La nieta de Franco, propietaria de un edificio donde se explotaba sexualmente a mujeres

La nieta de Franco, propietaria de un edificio donde se explotaba sexualmente a mujeres
La nieta de Franco, propietaria de un edificio donde se explotaba sexualmente a mujeres

La Policía Nacional desmanteló una organización criminal que obligaba a mujeres a prostituirse en dos edificios de Madrid, uno de ellos propiedad de la empresa de Mariola Martínez-Bordiú.

La nieta el dictador Francisco Franco, Mariola Martínez-Bordiú, ha resultado ser consejera de la inmobiliaria CM16, que posee desde 2007 en el paseo de las Delicias de Madrid un edificio que funcionó como burdel que explotaba mujeres de una forma cruel hasta la intervención de la Policía Nacional.
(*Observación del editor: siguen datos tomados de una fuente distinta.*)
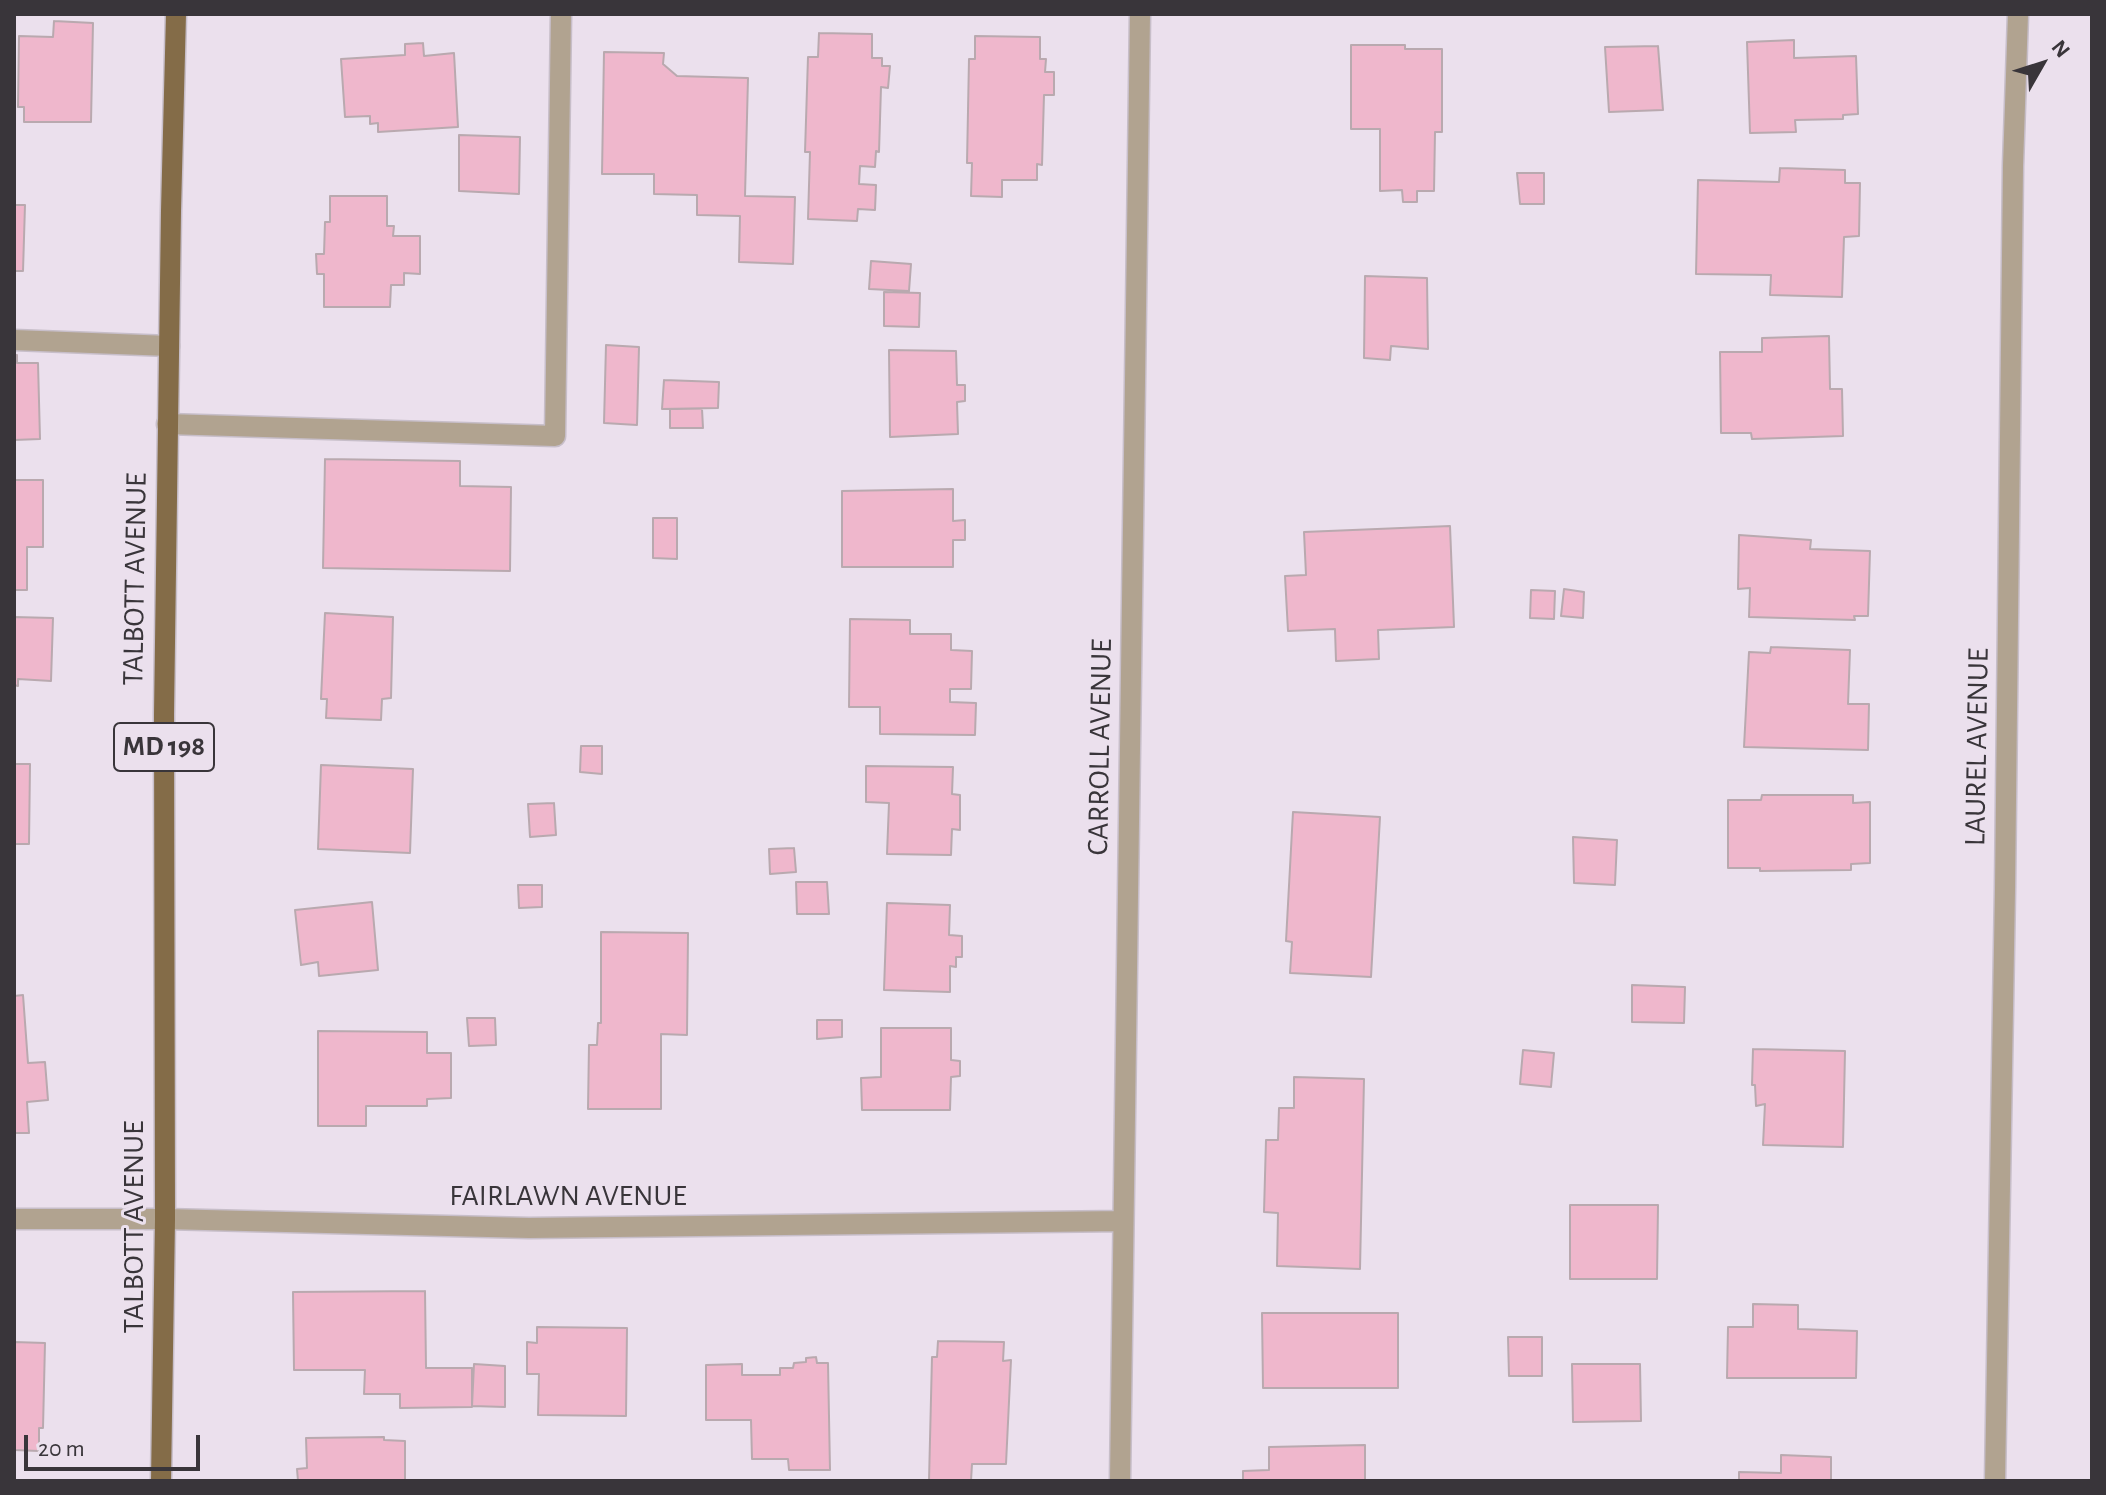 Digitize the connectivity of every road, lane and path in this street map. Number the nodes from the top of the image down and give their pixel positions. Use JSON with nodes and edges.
{"nodes":[{"id":1,"x":176,"y":14,"type":"edge"},
{"id":2,"x":561,"y":14,"type":"edge"},
{"id":3,"x":1140,"y":14,"type":"edge"},
{"id":4,"x":2018,"y":14,"type":"edge"},
{"id":5,"x":14,"y":340,"type":"edge"},
{"id":6,"x":169,"y":346,"type":"junction"},
{"id":7,"x":167,"y":424,"type":"junction"},
{"id":8,"x":14,"y":1219,"type":"edge"},
{"id":9,"x":165,"y":1219,"type":"junction"},
{"id":10,"x":1123,"y":1221,"type":"junction"},
{"id":11,"x":161,"y":1481,"type":"edge"},
{"id":12,"x":1120,"y":1481,"type":"edge"},
{"id":13,"x":1995,"y":1481,"type":"edge"}],
"edges":[{"from":1,"to":6,"type":"main road","name":"TALBOTT AVENUE","number":"MD 198"},
{"from":2,"to":7,"type":"street"},
{"from":3,"to":10,"type":"street","name":"CARROLL AVENUE"},
{"from":4,"to":13,"type":"street","name":"LAUREL AVENUE"},
{"from":5,"to":6,"type":"street"},
{"from":6,"to":7,"type":"main road","name":"TALBOTT AVENUE","number":"MD 198"},
{"from":7,"to":9,"type":"main road","name":"TALBOTT AVENUE","number":"MD 198"},
{"from":8,"to":9,"type":"street","name":"FAIRLAWN AVENUE"},
{"from":9,"to":10,"type":"street","name":"FAIRLAWN AVENUE"},
{"from":9,"to":11,"type":"main road","name":"TALBOTT AVENUE","number":"MD 198"},
{"from":10,"to":12,"type":"street","name":"CARROLL AVENUE"}]}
Según datos publicados por El Periódico, Mariola forma parte desde 2003 de la directiva de la inmobiliaria, perteneciente a un conglomerado de empresas familiares y cuyo consejo de administración recibió remuneraciones de 794.000 euros en el último año. El marido de Mariola, Rafael Ardid, es también consejero delegado y presidente de dicha empresa, mientras que dos de sus hijos figuran como consejero delegado y apoderado de la inmobiliaria respectivamente.

En la operación policial que dio lugar a esta información, iniciada en mayo y concluída la semana pasada, la Policía Nacional liberó a 23 mujeres que eran obligadas a ejercer la prostitución en dos edificios del paseo de las Delicias de Madrid. Según la Unidad Central contra las Redes de Inmigración Ilegal y Falsedades Documentales, se trata de un territorio dominado por una "organización criminal" que reclutaba mujeres en el extranjero con falsas promesas de trabajo y que, al llegar a España, forzaban a prostituirse para pagar la deuda contraída con los criminales. En el marco de esta  operación, denominada Desengaño, fueron detenidas 17 integrantes de la banda criminal, entre ellos el casero de la inmobiliaria de los Franco. La policía también registró los burdeles, donde encontró más de 200.000 euros en billetes.

En los 18 pisos que la red tenía en Delicias, las mujeres eran vigiladas durante todo el día mediante cámaras conectadas a los dipositivos móviles de los proxenetas, no podían abandonar los pisos ni para comer y eran explotadas en jornadas maratonianas mediante una dinámica especialmente cruel. Las más jóvenes eran colocadas en la parte superior, donde las tarifas eran más caras, y en las plantas inferiores se encontraban las mujeres más mayores. En función de su rendimiento, podían ser ascendidas o degradadas. Además, los proxenetas editaban folletos promocionales donde informaban a sus clientes de la llegada de "mercancía nueva", e incluso colocaban carteles en los edificios con la nacionalidad de las mujeres para atraer consumidores.